# Definition:Cartesian 3-Space/Definition by Planes

## Definition

Every point in ordinary $3$-space can be identified uniquely by means of an ordered triple of real coordinates $\tuple {x, y, z}$, as follows:

Identify one distinct point in space as the origin $O$.

Let $3$ distinct planes be constructed through $O$ such that all are perpendicular.

Each pair of these $3$ planes intersect in a straight line that passes through $O$.

Let $X$, $Y$ and $Z$ be points, other than $O$, one on each of these $3$ lines of intersection.

Then the lines $OX$, $OY$ and $OZ$ are named the $x$-axis, $y$-axis and $z$-axis respectively.

Select a point $P$ on the $x$-axis different from $O$.

Let $P$ be identified with the coordinate pair $\tuple {1, 0}$ in the $x$-$y$ plane.

Identify the point $P'$ on the $y$-axis such that $OP' = OP$.

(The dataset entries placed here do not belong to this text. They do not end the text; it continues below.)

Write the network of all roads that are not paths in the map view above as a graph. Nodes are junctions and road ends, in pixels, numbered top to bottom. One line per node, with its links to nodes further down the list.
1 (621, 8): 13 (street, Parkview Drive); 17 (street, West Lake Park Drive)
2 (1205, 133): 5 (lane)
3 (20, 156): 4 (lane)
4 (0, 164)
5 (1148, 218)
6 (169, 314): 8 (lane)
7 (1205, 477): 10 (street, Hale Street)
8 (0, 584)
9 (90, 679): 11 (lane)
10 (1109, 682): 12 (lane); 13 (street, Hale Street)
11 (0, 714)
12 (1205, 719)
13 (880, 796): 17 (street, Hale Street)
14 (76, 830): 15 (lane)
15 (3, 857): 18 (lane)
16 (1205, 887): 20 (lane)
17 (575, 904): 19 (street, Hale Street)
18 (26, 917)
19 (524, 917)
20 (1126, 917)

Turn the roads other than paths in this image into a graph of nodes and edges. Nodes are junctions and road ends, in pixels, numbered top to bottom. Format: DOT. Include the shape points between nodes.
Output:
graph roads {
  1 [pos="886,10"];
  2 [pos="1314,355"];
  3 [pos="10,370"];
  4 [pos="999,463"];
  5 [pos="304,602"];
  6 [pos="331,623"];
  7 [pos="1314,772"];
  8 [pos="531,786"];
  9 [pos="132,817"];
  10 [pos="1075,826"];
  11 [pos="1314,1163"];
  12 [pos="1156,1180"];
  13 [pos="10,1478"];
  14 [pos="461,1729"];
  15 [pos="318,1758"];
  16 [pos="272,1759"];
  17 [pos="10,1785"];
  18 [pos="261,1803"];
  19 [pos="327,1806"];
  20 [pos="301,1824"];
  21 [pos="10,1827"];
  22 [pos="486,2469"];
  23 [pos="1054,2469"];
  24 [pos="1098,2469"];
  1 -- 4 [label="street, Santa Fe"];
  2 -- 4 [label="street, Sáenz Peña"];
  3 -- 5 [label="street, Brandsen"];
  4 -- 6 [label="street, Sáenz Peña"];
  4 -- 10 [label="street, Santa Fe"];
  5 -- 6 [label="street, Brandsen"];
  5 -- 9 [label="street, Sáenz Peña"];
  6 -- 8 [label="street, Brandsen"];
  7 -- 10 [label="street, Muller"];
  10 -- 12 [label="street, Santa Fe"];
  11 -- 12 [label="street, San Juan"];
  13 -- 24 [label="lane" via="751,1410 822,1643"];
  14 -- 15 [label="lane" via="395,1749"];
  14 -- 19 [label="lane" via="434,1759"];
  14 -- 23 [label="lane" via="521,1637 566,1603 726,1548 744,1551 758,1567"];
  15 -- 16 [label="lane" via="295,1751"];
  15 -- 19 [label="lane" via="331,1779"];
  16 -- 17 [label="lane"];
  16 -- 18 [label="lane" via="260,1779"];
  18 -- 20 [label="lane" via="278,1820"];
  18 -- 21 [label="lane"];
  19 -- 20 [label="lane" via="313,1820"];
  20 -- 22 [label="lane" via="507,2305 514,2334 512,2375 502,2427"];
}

Identify the point $P''$ on the $z$-axis such that $OP'' = OP$.

The orientation of the $z$-axis is determined by the position of $P''$ relative to $O$.

It is conventional to locate $P''$ as follows.

Imagine being positioned, standing on the $x$-$y$ plane at $O$, and facing along the $x$-axis towards $P$, with $P'$ on the left.

Then $P''$ is then one unit above the $x$-$y$ plane.

Let the $x$-$y$ plane be identified with the plane of the page or screen.

The orientation of the $z$-axis is then:

coming vertically "out of" the page or screen from the origin, the numbers on the $z$-axis are positive
going vertically "into" the page or screen from the origin, the numbers on the $z$-axis are negative.

### Coordinate Planes

Consider the Cartesian $3$-space defined by $3$ distinct perpendicular planes through the origin $O$.

These $3$ planes are known as the coordinate planes of the Cartesian $3$-space.

### Cartesian Coordinate Triple

Let $Q$ be a point in Cartesian $3$-space.

Construct $3$ straight lines through $Q$:

one perpendicular to the $y$-$z$ plane, intersecting the $y$-$z$ plane at the point $x$
one perpendicular to the $x$-$z$ plane, intersecting the $x$-$z$ plane at the point $y$
one perpendicular to the $x$-$y$ plane, intersecting the $x$-$y$ plane at the point $z$.

The point $Q$ is then uniquely identified by the ordered pair $\tuple {x, y, z}$.

## Also defined as

Some sources do not specify that the $3$ constructed distinct planes need to be perpendicular.

If they are not, then what results is an oblique coordinate system.